Hello, my name is Ayesha Boyce. I am an associate professor within the Division of Educational Leadership and Innovation at Arizona State University.
My favorite evaluation lesson to facilitate is logic modeling. Developing an in-depth understanding of the context and culture of the evaluand is paramount for a successful evaluation. Further, successfully mastering logic modeling is useful for evaluation and program planning alike. In addition to helping stakeholders understand formative and summative outcomes associated with their program, evaluators can facilitate discussions about the logic, theory, and purpose of their program. All evaluators should aim to play an educative role as part of their practice. Overall, I am a big fan of everyone knowing how to develop logic models and I enjoy working with stakeholders and students alike to surface program theory and make implicit values explicit.

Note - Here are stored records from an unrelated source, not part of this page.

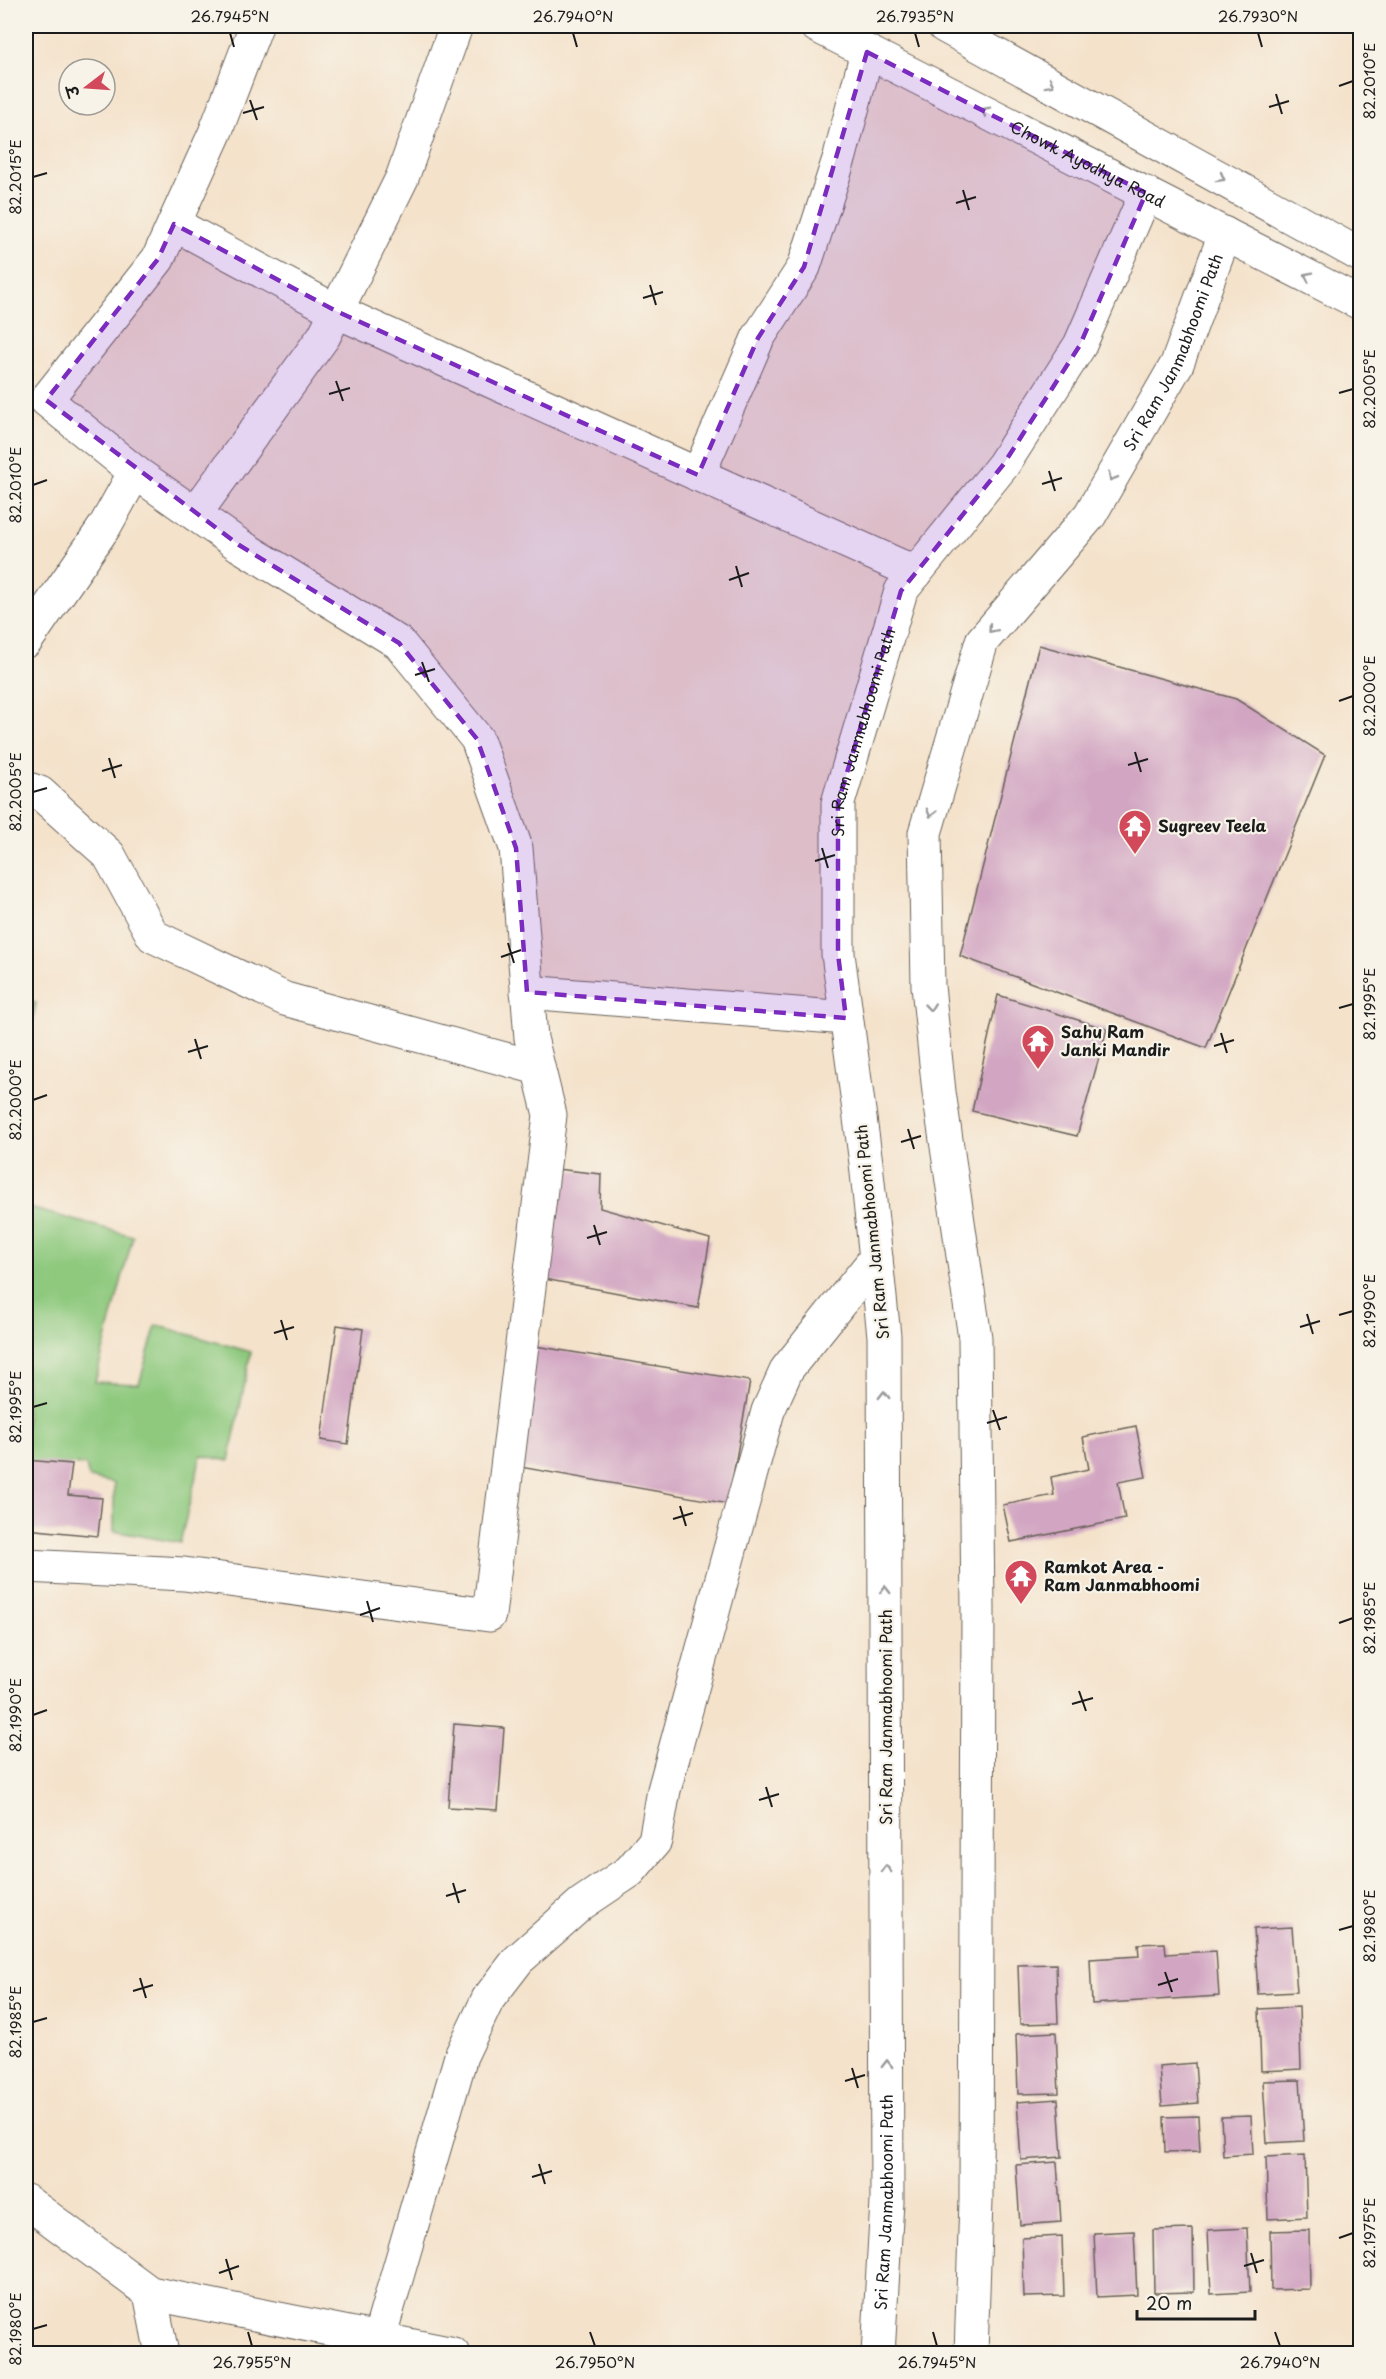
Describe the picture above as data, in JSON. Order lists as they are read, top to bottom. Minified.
{"streets":{"street":["Chowk Ayodhya Road","Sri Ram Janmabhoomi Path"]},"crossings":[["Chowk Ayodhya Road","Sri Ram Janmabhoomi Path"]],"places":{"temple":["Sugreev Teela","Sahu Ram Janki Mandir","Ramkot Area - Ram Janmabhoomi"]},"scale_bar":"20 m","north":"left","coordinates":["26.7945°N","26.7940°N","26.7935°N","26.7930°N","82.2010°E","82.2015°E","82.2005°E","82.2000°E","82.1995°E","82.1990°E","82.1985°E","82.1980°E","82.1975°E","26.7955°N","26.7950°N"]}
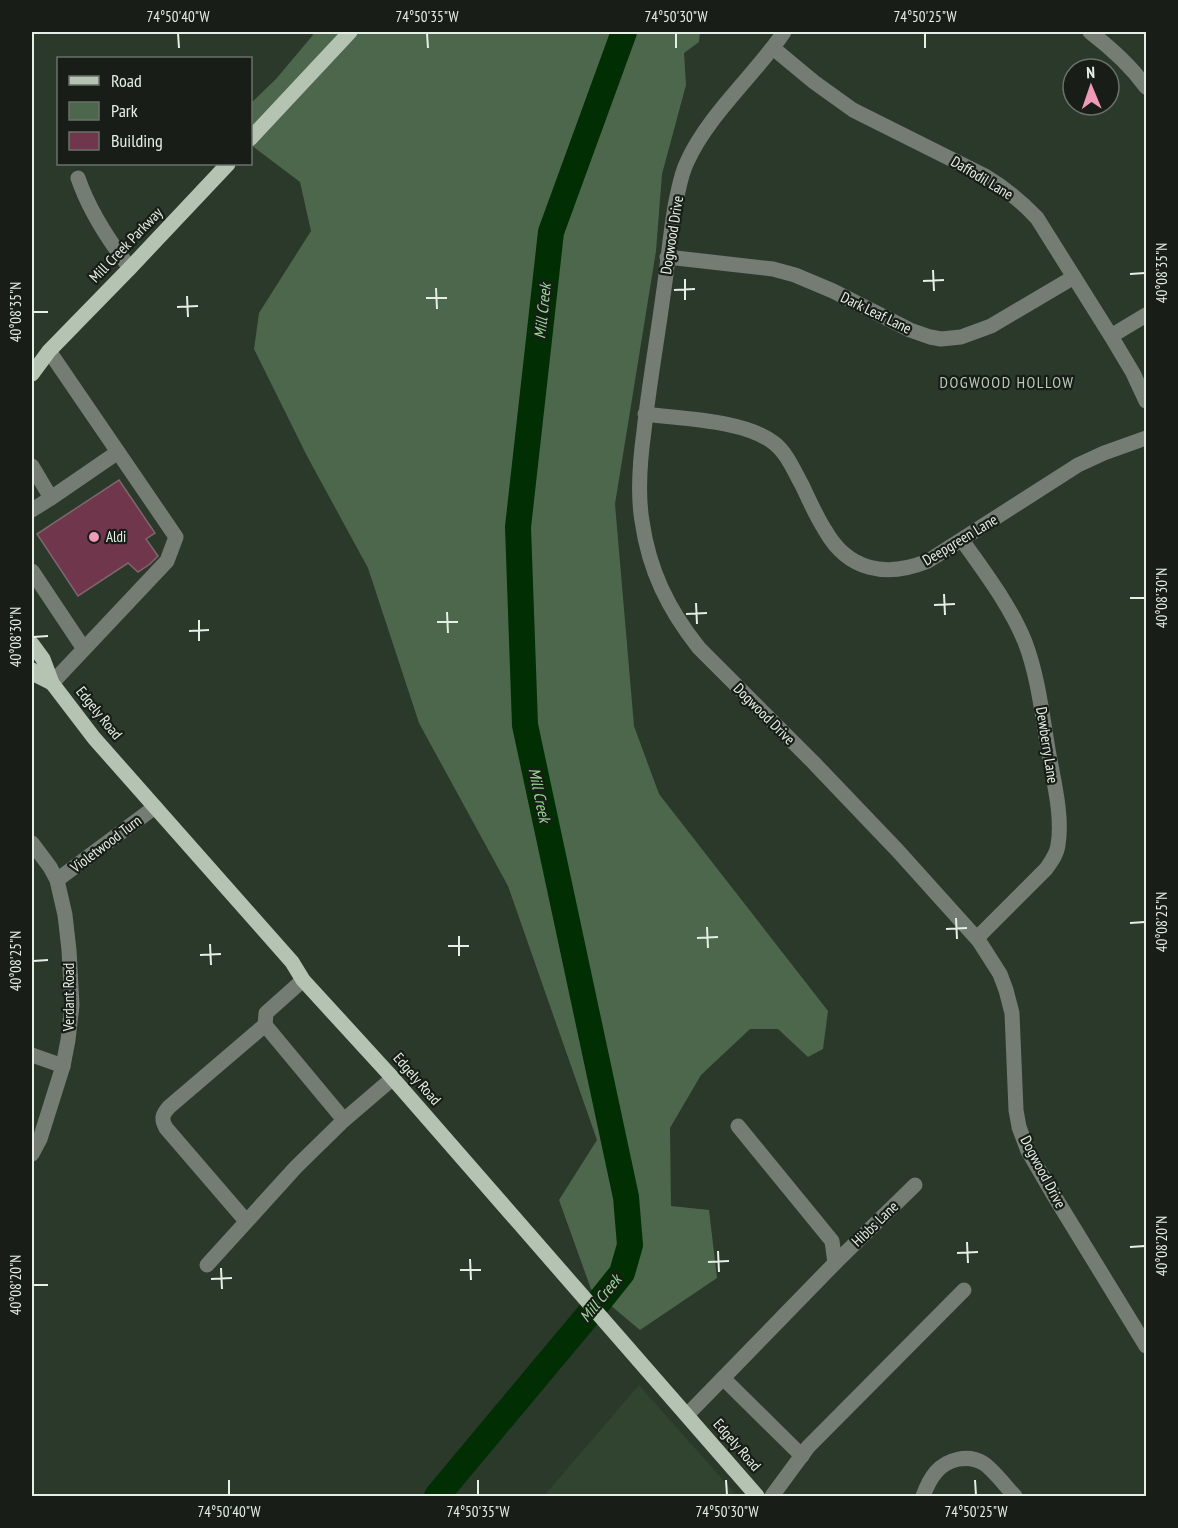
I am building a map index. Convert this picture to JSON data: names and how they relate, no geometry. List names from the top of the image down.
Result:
{
  "streets": {
    "main road": ["Mill Creek Parkway", "Edgely Road"],
    "street": [
      "Daffodil Lane",
      "Dogwood Drive",
      "Dark Leaf Lane",
      "Deepgreen Lane",
      "Dewberry Lane",
      "Violetwood Turn",
      "Verdant Road",
      "Hibbs Lane"
    ]
  },
  "crossings": [
    ["Daffodil Lane", "Dogwood Drive"],
    ["Daffodil Lane", "Dark Leaf Lane"],
    ["Dogwood Drive", "Dark Leaf Lane"],
    ["Dogwood Drive", "Deepgreen Lane"],
    ["Dogwood Drive", "Dewberry Lane"],
    ["Deepgreen Lane", "Dewberry Lane"],
    ["Edgely Road", "Violetwood Turn"],
    ["Edgely Road", "Hibbs Lane"],
    ["Violetwood Turn", "Verdant Road"]
  ],
  "districts": ["DOGWOOD HOLLOW"],
  "water": ["Mill Creek"],
  "places": ["Aldi"],
  "legend": ["Road", "Park", "Building"],
  "north": "top",
  "coordinates": [
    "74°50'40\"W",
    "74°50'35\"W",
    "74°50'30\"W",
    "74°50'25\"W",
    "40°08'35\"N",
    "40°08'30\"N",
    "40°08'25\"N",
    "40°08'20\"N"
  ]
}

Perfect practice makes perfect. Learning how to logic model takes time! I have students develop their skills by workshopping logic modeling multiple times in class and having a logic model homework assignment. We begin by reviewing the meaning of inputs/resources, activities, outputs, outcomes, and impact.
Real world and program contexts are key. We then walk through the popular example of visiting family during the holidays presented in the W. K. Kellogg Foundation Logic Model Guide. Next, I open an empty logic model table and present a scenario of purchasing and moving into a house. Beginning with inputs, I ask students to tell me what resources are needed for purchase. We brainstorm to fill the cells together. Some examples students provide include needing a realtor, good credit, and an idea of where you want to live. We then work through the activities, outputs, outcomes (short and mid-range), and impact. After we have developed a logic model as a group, I then show them an example logic model I have completed for that same context.
After we complete the buying/moving into a home logic model exercise, we repeat the progress with an example of a real program.
Together alone and alone together. After we have done the exercise twice as a whole class, I have students break into small groups and complete another logic model for a second program. Then I have them complete a third logic model for a different program as homework.
No vacuums! Neither programs nor their evaluations operate in a vacuum. We must consider context when developing logic models, including community, historical, political, environmental, and organizational cultures and factors.
Lots of reviewing to do! I remind students that when they are developing a logic model they should review written program proposals, guidelines from funding agencies, program materials, management materials, and past evaluation reports.
Outputs are off-putting! The column that usually proves the most challenging for newer evaluators is “outputs.” Students have difficulty differentiating between outputs and outcomes, so I spend extra time overviewing what outputs are and having students practice coming up with outputs for each context.
Keep it going! I utilize the same three contexts from the logic model exercise throughout class. So, when it is time to develop an evaluation framework, data collection matrix, and timeline students can workshop these evaluation components while referring back to the logic models from these activities.
Frechtling, J. A. (2007). Logic modeling methods in program evaluation (Vol. 5). John Wiley & Sons.